Extracted data:
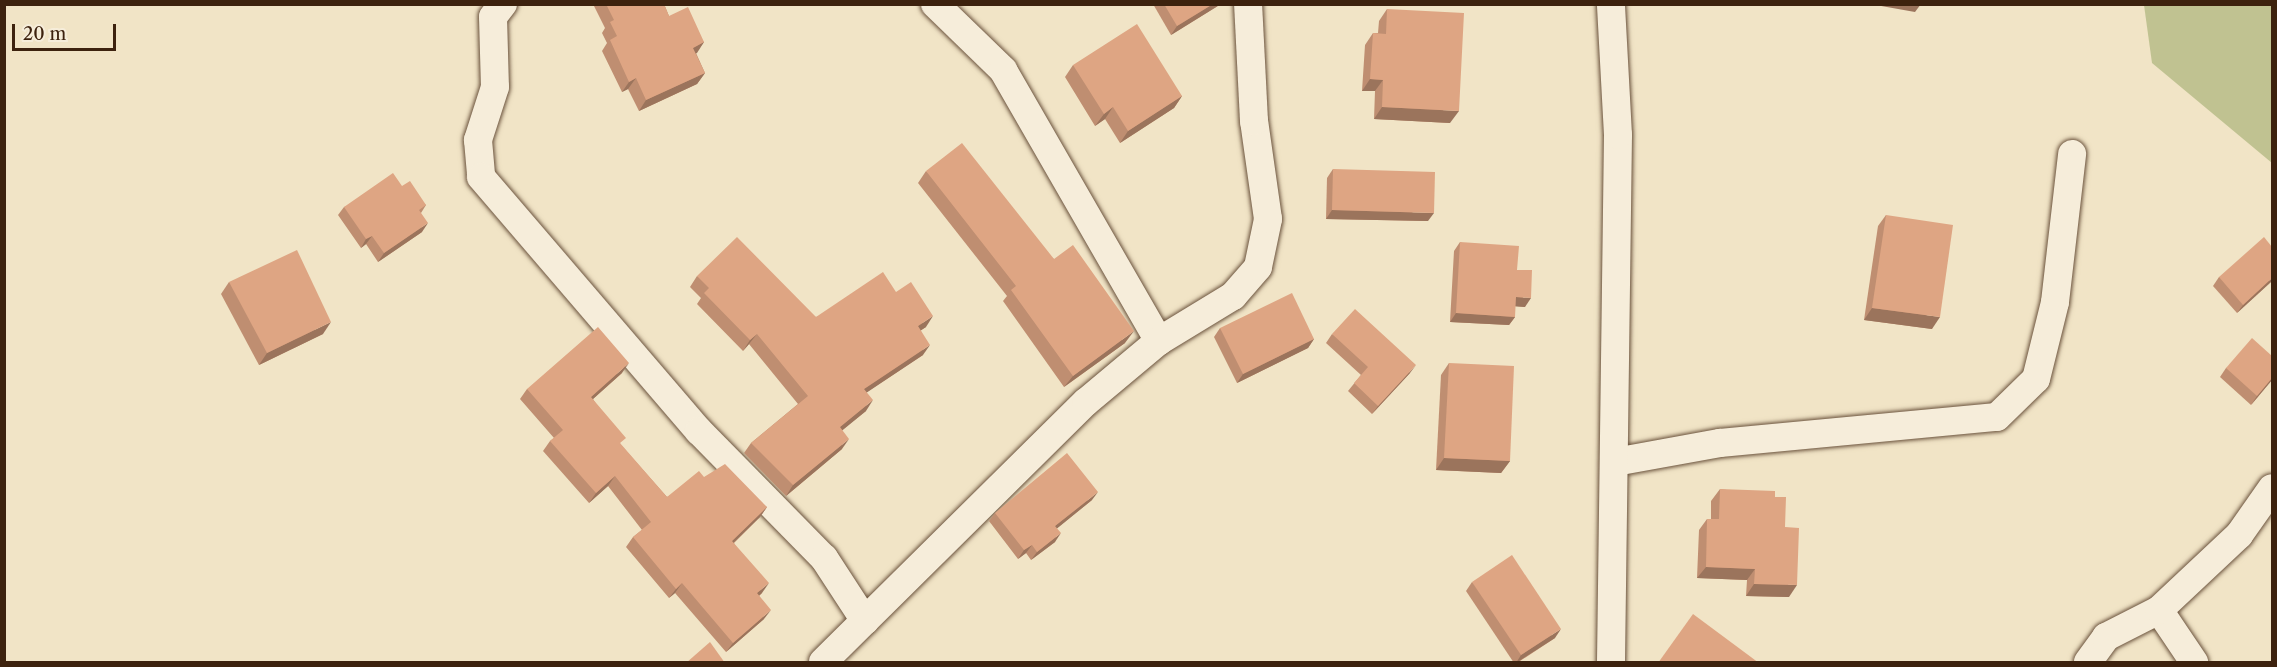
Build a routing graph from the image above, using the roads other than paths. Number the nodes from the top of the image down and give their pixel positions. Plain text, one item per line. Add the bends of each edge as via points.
1 (502, 4) edge
2 (935, 4) edge
3 (1248, 4) edge
4 (1611, 4) edge
5 (2072, 154) dead end
6 (1159, 341) junction
7 (1615, 462) junction
8 (2272, 488) edge
9 (2159, 610) junction
10 (865, 621) junction
11 (823, 663) edge
12 (1611, 663) edge
13 (2088, 663) edge
14 (2194, 663) edge

1 - 10 street via 493,17 495,87 478,140 481,177 699,431 825,558
2 - 6 street via 1003,70
3 - 6 street via 1254,121 1268,219 1258,267 1233,296
4 - 7 street via 1618,135
5 - 7 street via 2055,302 2036,379 1998,417 1720,443
6 - 10 street via 1086,402
7 - 12 street
8 - 9 street via 2239,535
9 - 13 street via 2106,637
9 - 14 street
10 - 11 street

What to work on:
In your copy of the listing, please omit the pictures and keep every word exact.

Answer below:
Build a routing graph from the image above, using the roads other than paths. Number the nodes from the top of the image down and give their pixel positions. Plain text, one item per line. Add the bends of each edge as via points.
1 (502, 4) edge
2 (935, 4) edge
3 (1248, 4) edge
4 (1611, 4) edge
5 (2072, 154) dead end
6 (1159, 341) junction
7 (1615, 462) junction
8 (2272, 488) edge
9 (2159, 610) junction
10 (865, 621) junction
11 (823, 663) edge
12 (1611, 663) edge
13 (2088, 663) edge
14 (2194, 663) edge

1 - 10 street via 493,17 495,87 478,140 481,177 699,431 825,558
2 - 6 street via 1003,70
3 - 6 street via 1254,121 1268,219 1258,267 1233,296
4 - 7 street via 1618,135
5 - 7 street via 2055,302 2036,379 1998,417 1720,443
6 - 10 street via 1086,402
7 - 12 street
8 - 9 street via 2239,535
9 - 13 street via 2106,637
9 - 14 street
10 - 11 street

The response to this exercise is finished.